WHAT TO DO: Across the entries below, work out how many lines contain "name". Respond with the number and no other text.

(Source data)
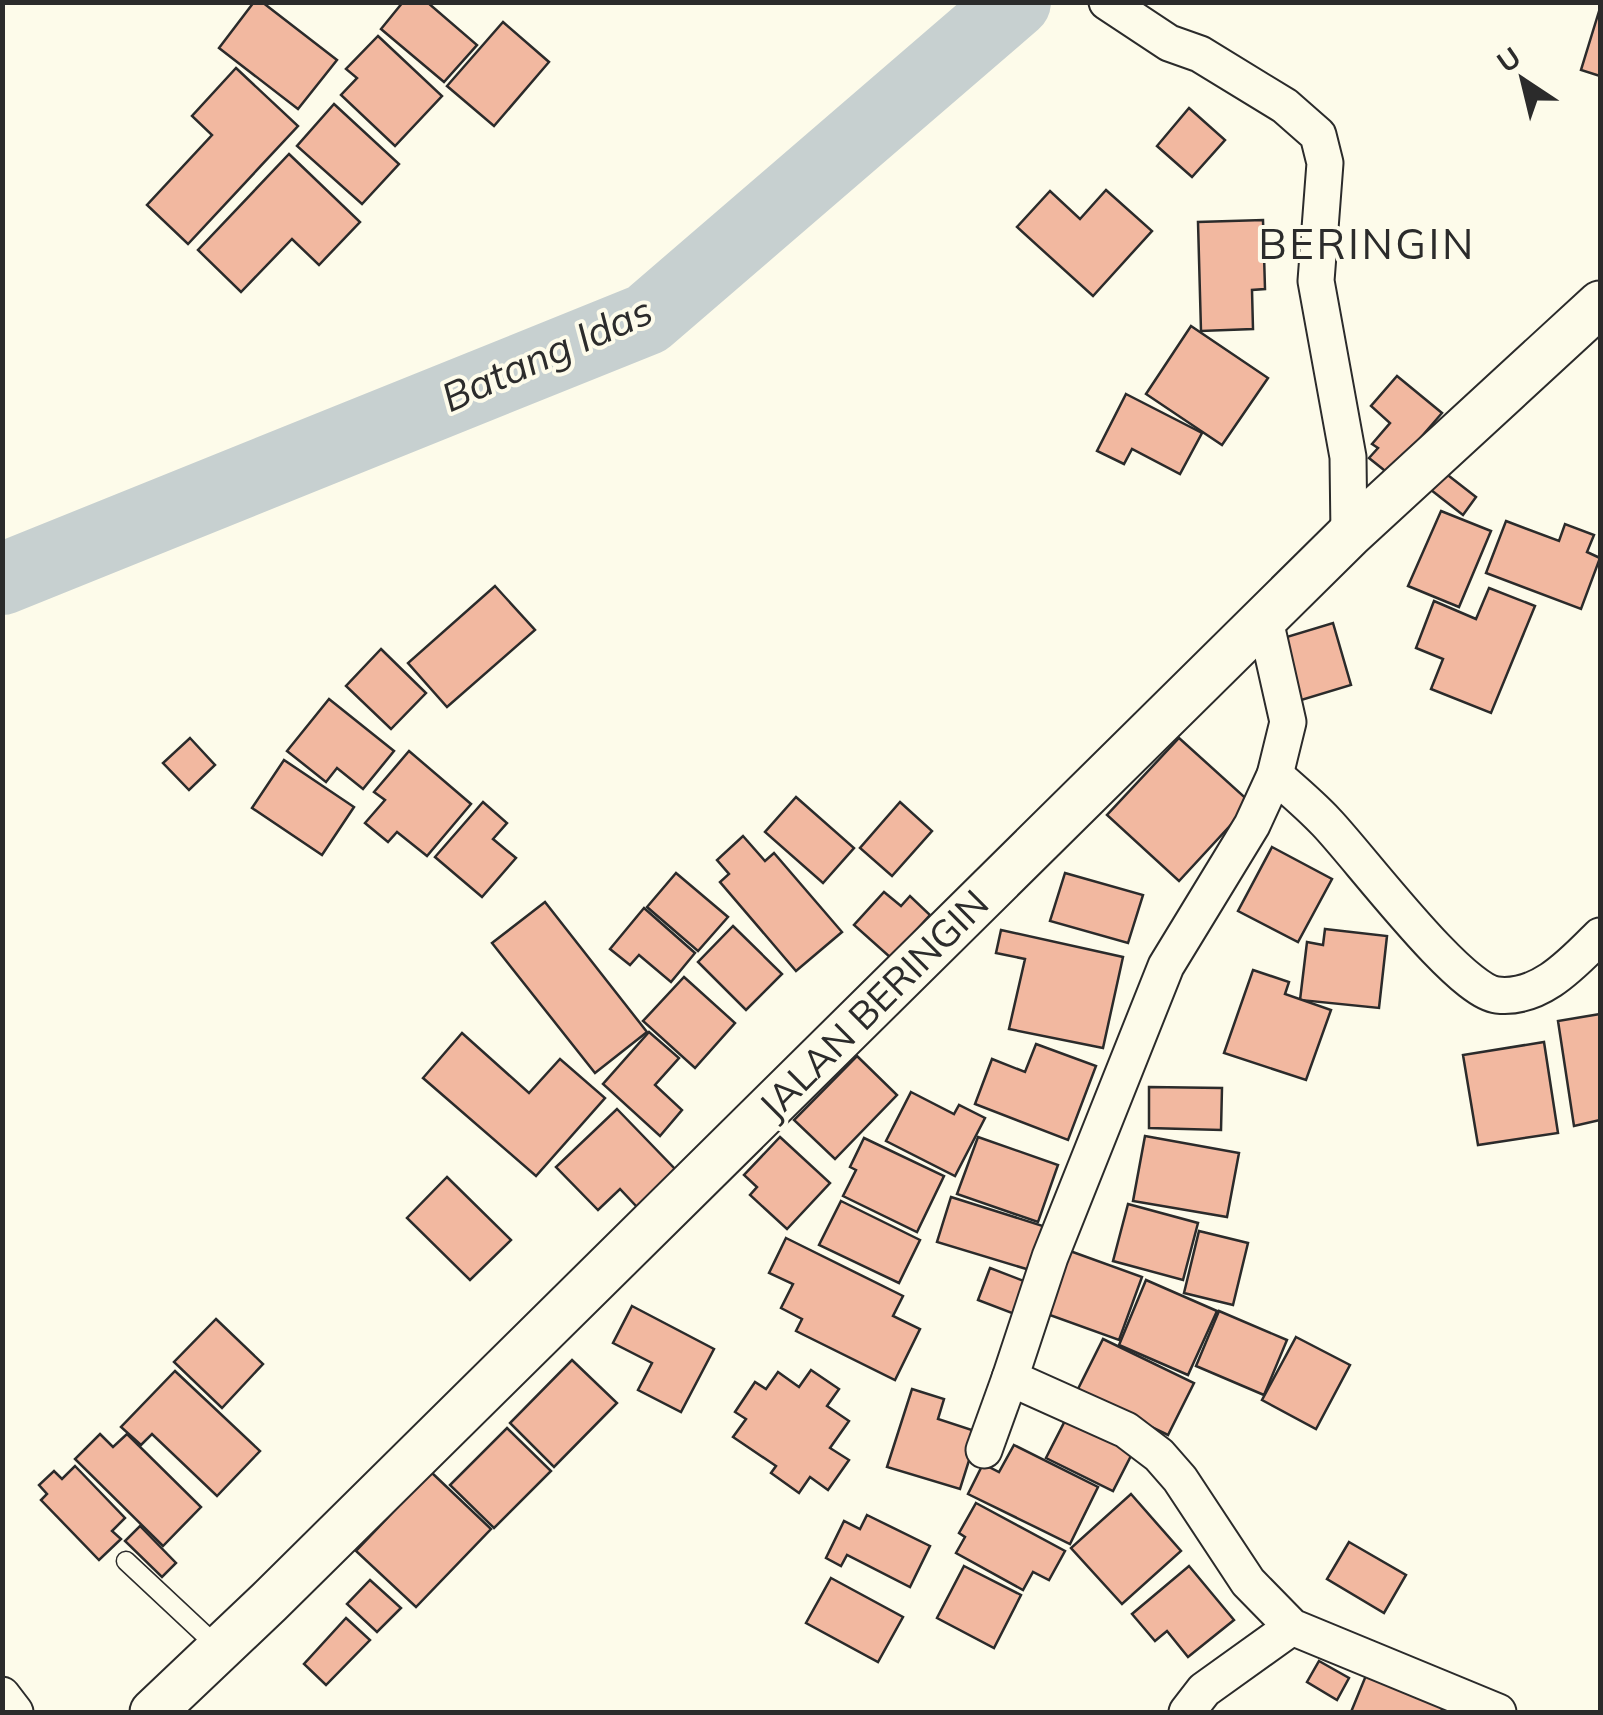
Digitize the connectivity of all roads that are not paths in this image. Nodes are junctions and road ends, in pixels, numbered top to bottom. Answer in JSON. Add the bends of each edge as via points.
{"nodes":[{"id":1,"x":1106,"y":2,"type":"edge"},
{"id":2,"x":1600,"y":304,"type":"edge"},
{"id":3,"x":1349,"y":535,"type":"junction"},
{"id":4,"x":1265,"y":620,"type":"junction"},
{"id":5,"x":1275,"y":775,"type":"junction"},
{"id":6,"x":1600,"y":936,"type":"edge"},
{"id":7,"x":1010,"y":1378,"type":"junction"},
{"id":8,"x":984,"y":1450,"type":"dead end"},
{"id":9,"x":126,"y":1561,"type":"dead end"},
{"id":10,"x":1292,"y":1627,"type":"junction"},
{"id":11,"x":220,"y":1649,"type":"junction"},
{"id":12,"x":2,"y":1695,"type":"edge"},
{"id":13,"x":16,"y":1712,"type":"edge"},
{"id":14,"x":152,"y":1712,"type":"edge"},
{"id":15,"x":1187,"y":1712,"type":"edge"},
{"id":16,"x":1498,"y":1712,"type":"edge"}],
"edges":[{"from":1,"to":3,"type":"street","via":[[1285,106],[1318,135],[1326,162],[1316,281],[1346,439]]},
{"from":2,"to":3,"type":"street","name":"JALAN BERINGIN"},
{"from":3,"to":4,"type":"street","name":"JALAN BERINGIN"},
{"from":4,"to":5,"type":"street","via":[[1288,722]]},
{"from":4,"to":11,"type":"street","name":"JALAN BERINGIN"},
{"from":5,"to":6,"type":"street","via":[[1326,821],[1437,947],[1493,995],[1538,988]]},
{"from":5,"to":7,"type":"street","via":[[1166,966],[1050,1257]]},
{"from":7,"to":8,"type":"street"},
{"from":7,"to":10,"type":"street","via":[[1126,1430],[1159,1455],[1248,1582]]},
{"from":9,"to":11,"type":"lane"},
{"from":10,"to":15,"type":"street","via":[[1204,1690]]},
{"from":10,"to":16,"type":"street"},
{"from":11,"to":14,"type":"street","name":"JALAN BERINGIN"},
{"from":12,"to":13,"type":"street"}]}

...

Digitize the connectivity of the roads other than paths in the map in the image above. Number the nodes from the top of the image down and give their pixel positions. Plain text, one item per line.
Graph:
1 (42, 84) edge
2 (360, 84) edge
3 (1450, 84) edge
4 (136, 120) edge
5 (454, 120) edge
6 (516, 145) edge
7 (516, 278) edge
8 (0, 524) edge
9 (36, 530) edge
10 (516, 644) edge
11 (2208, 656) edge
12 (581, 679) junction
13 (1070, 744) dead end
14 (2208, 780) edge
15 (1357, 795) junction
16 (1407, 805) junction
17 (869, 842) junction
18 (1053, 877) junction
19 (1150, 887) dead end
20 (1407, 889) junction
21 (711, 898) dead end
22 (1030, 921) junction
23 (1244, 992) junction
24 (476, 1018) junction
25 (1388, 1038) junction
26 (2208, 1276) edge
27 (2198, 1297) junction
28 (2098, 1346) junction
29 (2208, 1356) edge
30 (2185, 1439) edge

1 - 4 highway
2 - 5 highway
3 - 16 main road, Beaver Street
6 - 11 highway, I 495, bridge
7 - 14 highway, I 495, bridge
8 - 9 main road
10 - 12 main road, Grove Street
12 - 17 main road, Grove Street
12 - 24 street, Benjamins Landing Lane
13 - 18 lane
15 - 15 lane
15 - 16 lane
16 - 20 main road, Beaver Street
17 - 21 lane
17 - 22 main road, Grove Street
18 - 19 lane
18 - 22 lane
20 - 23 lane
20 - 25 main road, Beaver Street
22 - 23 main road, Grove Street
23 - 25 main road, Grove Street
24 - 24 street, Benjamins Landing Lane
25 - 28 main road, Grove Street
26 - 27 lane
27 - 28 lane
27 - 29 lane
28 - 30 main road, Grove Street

EXERCISE RESPONSE: 4